*** DATA EXTRACTS ***

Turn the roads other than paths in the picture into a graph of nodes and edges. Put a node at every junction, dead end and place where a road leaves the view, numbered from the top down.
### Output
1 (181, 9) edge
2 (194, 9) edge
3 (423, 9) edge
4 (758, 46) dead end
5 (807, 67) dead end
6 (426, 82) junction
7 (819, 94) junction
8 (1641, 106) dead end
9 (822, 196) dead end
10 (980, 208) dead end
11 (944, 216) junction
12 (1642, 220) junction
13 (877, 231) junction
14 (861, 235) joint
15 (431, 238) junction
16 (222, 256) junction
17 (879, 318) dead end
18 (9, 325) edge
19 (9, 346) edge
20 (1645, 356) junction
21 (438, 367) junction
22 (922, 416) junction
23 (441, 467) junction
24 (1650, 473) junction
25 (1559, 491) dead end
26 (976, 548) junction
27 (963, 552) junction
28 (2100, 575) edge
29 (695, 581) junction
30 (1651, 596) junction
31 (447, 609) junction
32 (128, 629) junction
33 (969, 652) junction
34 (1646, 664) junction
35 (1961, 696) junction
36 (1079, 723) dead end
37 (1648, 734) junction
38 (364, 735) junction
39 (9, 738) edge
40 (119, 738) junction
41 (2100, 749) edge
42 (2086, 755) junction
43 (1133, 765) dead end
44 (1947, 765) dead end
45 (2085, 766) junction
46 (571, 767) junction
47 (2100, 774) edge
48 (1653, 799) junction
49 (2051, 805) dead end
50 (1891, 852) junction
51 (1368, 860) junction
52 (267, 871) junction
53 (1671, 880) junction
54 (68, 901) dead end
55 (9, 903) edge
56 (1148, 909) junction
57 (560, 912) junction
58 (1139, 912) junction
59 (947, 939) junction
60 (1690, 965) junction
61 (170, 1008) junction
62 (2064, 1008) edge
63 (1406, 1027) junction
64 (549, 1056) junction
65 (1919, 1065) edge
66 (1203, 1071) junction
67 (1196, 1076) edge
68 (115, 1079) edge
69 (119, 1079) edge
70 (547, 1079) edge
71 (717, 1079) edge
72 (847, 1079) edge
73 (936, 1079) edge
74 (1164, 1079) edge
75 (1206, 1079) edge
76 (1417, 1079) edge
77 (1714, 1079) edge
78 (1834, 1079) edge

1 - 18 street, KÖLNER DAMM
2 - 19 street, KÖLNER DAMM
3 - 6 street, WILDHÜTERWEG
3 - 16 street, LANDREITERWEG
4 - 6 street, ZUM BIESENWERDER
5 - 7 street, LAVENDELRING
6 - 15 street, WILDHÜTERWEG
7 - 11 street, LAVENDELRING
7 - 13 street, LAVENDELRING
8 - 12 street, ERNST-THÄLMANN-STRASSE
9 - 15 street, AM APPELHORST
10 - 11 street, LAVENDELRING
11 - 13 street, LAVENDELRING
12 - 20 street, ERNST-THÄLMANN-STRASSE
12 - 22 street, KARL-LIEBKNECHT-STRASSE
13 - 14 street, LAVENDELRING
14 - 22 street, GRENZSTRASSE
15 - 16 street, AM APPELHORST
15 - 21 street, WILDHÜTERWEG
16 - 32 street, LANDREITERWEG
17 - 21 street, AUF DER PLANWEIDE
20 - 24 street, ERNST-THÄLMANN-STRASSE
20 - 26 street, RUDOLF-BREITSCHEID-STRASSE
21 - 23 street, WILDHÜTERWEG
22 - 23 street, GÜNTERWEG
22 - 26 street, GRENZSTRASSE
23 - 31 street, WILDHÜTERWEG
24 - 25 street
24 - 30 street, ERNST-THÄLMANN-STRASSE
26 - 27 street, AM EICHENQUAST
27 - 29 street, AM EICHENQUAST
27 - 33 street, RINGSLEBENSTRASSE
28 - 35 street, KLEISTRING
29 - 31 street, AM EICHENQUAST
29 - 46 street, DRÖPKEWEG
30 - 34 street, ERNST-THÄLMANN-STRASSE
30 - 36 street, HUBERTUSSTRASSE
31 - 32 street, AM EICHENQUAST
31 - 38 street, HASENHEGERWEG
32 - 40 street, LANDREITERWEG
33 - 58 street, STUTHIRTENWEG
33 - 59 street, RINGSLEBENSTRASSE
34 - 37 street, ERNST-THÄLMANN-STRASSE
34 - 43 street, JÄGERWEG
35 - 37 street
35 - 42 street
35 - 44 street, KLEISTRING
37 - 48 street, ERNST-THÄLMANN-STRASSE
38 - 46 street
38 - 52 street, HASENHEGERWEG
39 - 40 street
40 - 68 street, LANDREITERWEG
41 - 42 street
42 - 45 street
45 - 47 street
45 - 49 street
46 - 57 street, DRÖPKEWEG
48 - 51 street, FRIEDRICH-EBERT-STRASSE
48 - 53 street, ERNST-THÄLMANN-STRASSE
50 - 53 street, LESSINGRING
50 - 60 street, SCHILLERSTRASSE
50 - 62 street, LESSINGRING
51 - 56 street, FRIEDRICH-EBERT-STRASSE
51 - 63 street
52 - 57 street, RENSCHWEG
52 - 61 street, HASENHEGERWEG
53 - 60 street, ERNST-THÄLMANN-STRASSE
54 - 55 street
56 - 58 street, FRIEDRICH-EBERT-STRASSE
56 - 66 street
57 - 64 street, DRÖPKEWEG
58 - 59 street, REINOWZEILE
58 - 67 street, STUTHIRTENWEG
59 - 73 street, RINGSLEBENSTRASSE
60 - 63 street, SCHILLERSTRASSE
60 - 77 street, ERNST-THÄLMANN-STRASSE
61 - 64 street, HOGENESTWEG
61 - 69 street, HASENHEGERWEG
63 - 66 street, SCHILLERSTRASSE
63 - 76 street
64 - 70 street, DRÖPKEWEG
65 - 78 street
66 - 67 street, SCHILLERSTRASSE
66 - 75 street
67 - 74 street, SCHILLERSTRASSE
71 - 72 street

*** End of DATA EXTRACTS ***

_TASK REQUIREMENTS_
Some lines of the listing may include the string "SCHILLERSTRASSE". Tally them and report only the total.

_ANSWER FOR THIS EXERCISE_
5